I’ve never been very good at sport. I think I’ve mentioned playing for the village cricket team as a twenty-something and while I could bowl a bit, I was essentially there as a warm body to make up the numbers. I also played rugby for a while as a teen, but I had the same sort of impact there, and while in the under 16 team was often farmed out to the under 18s as cannon fodder/to make up the 15 needed. That said, the U-18s had their cigarettes brought to them instead of half term oranges, and had a better time in the clubhouse afterwards, so there was that. We will gloss over the time I cycled home full of Guinness and cider and fell off my bike on a muddy path, waking up with said bike on top of me.

However, I think the pinnacle of my ability to make up the numbers was one evening while sitting in my local pub and was press-ganged into joining the pub darts team into playing—again, I have feeling I’ve mentioned this, but hey ho. We went to Alysham’s Black Swan. I have no idea how the game went, or how I played, and hadn’t thought of it for a while, but that night popped straight into my head this weekend after reading this poem by the wonderful Oliver Comins over at the excellent Wild Court.

It’s been what can only been described as an absolute kick-bollock-scramble at work of late (no, there are no other phrases that work. I’ve tried them all), and that has left me struggling to keep up with reading journals, emails, books, road signs…anything really. And that starts to build up a pressure, a feeling that I’m not reading enough, not being engaged enough. That is likely entirely wrong, and very much a pressure of my own making, but it’s there and if I stop I worry I may never start again.

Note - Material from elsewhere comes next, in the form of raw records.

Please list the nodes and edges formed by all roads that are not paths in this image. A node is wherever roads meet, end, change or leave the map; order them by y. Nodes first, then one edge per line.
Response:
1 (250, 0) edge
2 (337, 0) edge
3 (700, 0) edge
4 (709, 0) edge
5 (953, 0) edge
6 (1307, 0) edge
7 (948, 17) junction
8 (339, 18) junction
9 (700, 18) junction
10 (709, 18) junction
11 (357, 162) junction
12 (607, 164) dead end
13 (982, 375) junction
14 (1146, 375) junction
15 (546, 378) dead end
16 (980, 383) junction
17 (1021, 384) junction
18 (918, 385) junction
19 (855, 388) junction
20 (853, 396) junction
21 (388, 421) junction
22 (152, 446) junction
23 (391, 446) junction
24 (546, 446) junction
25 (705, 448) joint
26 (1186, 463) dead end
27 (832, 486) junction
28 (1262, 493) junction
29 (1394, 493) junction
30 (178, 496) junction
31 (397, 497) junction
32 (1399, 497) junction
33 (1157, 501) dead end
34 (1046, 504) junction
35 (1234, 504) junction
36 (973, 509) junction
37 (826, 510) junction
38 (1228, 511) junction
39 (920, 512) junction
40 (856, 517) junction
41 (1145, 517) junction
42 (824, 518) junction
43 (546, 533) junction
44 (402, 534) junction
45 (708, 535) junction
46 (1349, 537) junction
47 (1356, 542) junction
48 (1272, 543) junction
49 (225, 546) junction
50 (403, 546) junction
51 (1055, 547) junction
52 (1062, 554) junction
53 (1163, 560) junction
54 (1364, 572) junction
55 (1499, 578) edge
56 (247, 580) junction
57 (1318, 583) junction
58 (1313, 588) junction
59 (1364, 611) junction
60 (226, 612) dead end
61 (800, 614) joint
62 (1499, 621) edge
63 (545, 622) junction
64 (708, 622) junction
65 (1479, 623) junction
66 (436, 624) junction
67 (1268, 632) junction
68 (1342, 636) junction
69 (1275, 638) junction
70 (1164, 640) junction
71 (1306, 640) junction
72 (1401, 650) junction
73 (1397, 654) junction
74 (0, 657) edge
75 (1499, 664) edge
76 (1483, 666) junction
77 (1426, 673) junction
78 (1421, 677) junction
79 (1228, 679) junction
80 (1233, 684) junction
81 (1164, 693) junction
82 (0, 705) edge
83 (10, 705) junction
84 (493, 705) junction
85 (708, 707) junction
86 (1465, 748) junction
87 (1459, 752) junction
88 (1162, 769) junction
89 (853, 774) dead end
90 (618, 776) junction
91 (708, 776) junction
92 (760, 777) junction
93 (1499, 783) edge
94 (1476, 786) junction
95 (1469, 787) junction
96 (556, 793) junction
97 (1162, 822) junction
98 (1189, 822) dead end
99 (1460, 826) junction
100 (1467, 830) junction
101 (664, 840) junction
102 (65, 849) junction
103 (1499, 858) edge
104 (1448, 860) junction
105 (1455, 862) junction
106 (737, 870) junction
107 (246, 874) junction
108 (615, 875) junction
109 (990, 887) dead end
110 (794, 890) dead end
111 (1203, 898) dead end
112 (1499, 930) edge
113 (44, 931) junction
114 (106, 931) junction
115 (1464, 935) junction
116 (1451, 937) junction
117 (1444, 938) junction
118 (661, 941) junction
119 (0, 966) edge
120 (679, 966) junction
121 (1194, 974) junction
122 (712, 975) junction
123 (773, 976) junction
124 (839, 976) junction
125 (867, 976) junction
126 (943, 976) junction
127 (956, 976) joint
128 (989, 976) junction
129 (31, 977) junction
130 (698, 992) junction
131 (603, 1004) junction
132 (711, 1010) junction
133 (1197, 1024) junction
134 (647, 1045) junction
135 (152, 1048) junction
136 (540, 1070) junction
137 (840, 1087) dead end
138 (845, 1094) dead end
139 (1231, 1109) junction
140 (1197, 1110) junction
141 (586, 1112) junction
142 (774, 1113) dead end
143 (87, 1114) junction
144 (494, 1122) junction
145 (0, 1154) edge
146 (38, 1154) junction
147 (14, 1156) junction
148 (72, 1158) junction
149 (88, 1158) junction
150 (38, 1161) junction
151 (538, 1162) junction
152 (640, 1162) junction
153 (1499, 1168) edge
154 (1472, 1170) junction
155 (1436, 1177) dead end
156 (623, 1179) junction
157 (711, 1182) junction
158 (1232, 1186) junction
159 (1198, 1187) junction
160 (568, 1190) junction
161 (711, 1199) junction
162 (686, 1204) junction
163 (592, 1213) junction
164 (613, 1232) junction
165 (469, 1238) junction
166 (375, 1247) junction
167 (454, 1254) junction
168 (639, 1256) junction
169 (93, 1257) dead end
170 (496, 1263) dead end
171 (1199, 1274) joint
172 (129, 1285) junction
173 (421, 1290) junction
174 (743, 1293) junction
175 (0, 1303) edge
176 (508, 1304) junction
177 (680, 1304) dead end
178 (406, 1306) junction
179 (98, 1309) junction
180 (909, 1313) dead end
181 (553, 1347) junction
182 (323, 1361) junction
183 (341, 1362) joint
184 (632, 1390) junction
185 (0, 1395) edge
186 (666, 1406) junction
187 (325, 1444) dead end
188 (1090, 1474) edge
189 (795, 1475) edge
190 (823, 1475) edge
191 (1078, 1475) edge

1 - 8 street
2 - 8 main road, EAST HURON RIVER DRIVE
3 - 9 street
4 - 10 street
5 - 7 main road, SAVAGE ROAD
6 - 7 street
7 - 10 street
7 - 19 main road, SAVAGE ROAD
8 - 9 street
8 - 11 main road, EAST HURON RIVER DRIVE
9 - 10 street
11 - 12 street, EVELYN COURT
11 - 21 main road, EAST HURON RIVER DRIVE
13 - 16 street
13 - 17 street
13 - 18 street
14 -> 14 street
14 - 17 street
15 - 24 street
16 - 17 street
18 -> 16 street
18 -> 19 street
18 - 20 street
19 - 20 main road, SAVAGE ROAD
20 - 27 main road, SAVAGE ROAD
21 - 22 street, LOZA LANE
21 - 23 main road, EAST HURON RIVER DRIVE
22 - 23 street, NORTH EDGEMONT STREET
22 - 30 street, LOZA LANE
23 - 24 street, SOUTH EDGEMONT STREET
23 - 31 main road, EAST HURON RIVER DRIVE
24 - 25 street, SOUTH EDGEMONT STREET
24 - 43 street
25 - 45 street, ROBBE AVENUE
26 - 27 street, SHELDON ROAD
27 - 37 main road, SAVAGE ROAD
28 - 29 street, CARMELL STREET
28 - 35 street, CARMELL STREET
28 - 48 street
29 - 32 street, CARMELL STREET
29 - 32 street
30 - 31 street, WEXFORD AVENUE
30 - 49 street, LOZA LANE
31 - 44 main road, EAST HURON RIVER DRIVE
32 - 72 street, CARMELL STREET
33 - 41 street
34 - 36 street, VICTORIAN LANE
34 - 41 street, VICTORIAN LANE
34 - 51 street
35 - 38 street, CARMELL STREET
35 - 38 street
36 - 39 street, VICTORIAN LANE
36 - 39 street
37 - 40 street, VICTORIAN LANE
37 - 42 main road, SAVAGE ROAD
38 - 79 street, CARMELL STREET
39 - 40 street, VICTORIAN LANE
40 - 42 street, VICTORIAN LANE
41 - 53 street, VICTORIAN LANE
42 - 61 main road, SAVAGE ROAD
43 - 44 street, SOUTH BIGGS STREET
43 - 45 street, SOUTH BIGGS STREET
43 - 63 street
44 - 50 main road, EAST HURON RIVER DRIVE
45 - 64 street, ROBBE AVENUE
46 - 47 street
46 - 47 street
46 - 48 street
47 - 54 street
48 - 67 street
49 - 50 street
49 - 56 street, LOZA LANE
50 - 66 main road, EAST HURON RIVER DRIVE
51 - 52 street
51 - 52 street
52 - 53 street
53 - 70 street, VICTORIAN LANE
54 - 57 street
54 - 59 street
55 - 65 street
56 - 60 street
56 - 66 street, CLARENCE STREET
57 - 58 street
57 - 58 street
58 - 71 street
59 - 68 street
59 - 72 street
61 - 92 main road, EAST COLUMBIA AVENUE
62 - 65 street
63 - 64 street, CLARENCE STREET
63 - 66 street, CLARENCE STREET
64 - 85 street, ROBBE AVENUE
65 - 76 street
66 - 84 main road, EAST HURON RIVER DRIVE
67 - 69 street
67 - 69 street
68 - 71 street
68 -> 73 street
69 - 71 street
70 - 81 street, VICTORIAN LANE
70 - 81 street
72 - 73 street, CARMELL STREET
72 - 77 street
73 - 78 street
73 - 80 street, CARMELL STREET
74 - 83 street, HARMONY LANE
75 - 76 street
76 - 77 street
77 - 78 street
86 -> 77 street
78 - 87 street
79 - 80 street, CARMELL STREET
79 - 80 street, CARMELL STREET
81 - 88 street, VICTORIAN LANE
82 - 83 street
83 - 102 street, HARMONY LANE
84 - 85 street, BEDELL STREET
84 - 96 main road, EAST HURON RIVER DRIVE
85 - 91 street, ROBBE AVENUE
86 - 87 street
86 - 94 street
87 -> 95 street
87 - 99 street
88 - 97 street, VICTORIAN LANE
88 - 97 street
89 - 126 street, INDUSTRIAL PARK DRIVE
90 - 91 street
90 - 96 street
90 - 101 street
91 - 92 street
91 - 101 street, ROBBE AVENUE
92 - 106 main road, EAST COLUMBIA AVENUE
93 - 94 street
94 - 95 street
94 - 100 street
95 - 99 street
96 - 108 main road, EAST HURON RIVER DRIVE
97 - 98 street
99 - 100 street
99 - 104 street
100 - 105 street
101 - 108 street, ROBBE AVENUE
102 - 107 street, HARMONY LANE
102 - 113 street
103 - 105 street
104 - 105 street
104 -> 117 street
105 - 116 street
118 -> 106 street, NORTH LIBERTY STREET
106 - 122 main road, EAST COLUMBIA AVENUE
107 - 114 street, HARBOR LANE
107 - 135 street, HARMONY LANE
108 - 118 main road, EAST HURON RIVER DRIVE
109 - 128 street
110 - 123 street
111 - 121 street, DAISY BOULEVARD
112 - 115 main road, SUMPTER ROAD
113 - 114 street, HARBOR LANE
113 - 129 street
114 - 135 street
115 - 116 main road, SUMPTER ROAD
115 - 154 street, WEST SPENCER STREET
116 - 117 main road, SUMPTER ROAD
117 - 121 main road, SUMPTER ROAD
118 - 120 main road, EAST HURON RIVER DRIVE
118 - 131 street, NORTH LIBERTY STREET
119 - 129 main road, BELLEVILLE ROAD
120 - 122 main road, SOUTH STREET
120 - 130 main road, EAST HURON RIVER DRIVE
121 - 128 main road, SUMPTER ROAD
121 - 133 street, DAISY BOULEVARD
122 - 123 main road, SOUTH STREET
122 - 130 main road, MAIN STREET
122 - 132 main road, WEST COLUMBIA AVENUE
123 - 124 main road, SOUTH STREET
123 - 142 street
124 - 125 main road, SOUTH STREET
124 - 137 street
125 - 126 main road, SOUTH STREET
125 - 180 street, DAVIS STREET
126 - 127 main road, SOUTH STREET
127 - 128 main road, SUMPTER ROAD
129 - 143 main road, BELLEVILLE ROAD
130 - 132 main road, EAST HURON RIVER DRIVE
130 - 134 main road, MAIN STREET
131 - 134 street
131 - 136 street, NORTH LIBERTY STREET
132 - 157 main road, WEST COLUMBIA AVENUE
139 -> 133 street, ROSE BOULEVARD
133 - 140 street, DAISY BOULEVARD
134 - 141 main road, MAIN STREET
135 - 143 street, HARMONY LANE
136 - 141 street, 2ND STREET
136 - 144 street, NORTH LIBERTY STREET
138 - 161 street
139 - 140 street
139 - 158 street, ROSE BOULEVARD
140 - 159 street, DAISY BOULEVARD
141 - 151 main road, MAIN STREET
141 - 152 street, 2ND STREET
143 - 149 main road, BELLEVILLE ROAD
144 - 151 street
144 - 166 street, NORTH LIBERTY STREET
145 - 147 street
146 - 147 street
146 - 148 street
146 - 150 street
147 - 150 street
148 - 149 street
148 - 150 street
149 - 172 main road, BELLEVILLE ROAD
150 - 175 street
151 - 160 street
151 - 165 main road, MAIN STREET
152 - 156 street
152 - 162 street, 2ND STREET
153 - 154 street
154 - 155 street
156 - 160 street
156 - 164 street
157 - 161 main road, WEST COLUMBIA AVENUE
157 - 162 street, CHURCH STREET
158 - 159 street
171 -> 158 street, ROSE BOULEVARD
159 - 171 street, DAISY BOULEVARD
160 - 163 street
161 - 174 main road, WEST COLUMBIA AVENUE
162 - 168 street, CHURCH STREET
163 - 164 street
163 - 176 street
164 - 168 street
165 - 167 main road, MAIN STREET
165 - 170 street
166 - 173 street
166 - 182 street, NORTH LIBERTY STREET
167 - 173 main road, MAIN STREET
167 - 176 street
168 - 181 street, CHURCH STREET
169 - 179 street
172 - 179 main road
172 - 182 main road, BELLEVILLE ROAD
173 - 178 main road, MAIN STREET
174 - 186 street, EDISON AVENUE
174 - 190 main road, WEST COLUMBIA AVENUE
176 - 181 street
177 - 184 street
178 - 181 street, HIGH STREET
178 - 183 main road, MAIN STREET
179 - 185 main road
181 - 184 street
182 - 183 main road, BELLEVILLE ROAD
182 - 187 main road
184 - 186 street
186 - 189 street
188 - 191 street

That won’t happen, but it can sometimes feel over-whelming trying to keep up with the journals that arrive, the books to review, the books I’ve bought and want to read, the music to listen to, the films and programmes to watch, the articles to consume…

Every new thing to read/listen to, watch, probably smell, maybe even touch that arrives can feel like email at work does, sometimes. Each one responded to begets another one and so on and so forth. Each journal sends me off to explore new poets, work by poets I know already, but may to have read, new albums, new shows, etc…

It’s all grist to the imaginative mill, but when I caught myself this week signing up to another newsletter I had to pause and wonder if it will ever be read, or will it be like the many bookmarked articles, the emails sat in my inbox addressed to myself with the caption “TO READ”, etc and all sit in the realm of potential knowledge/inspiration or even just fun.

I’ve flung the darts, but they’ve not made it to the board yet. Actually, that does sound a lot like the way I play darts.

Christ, what a load of first world problem-esque grumbling. Sorry, you should have stopped at the end of the second paragraph.



Now, let’s have a look at what you could have won…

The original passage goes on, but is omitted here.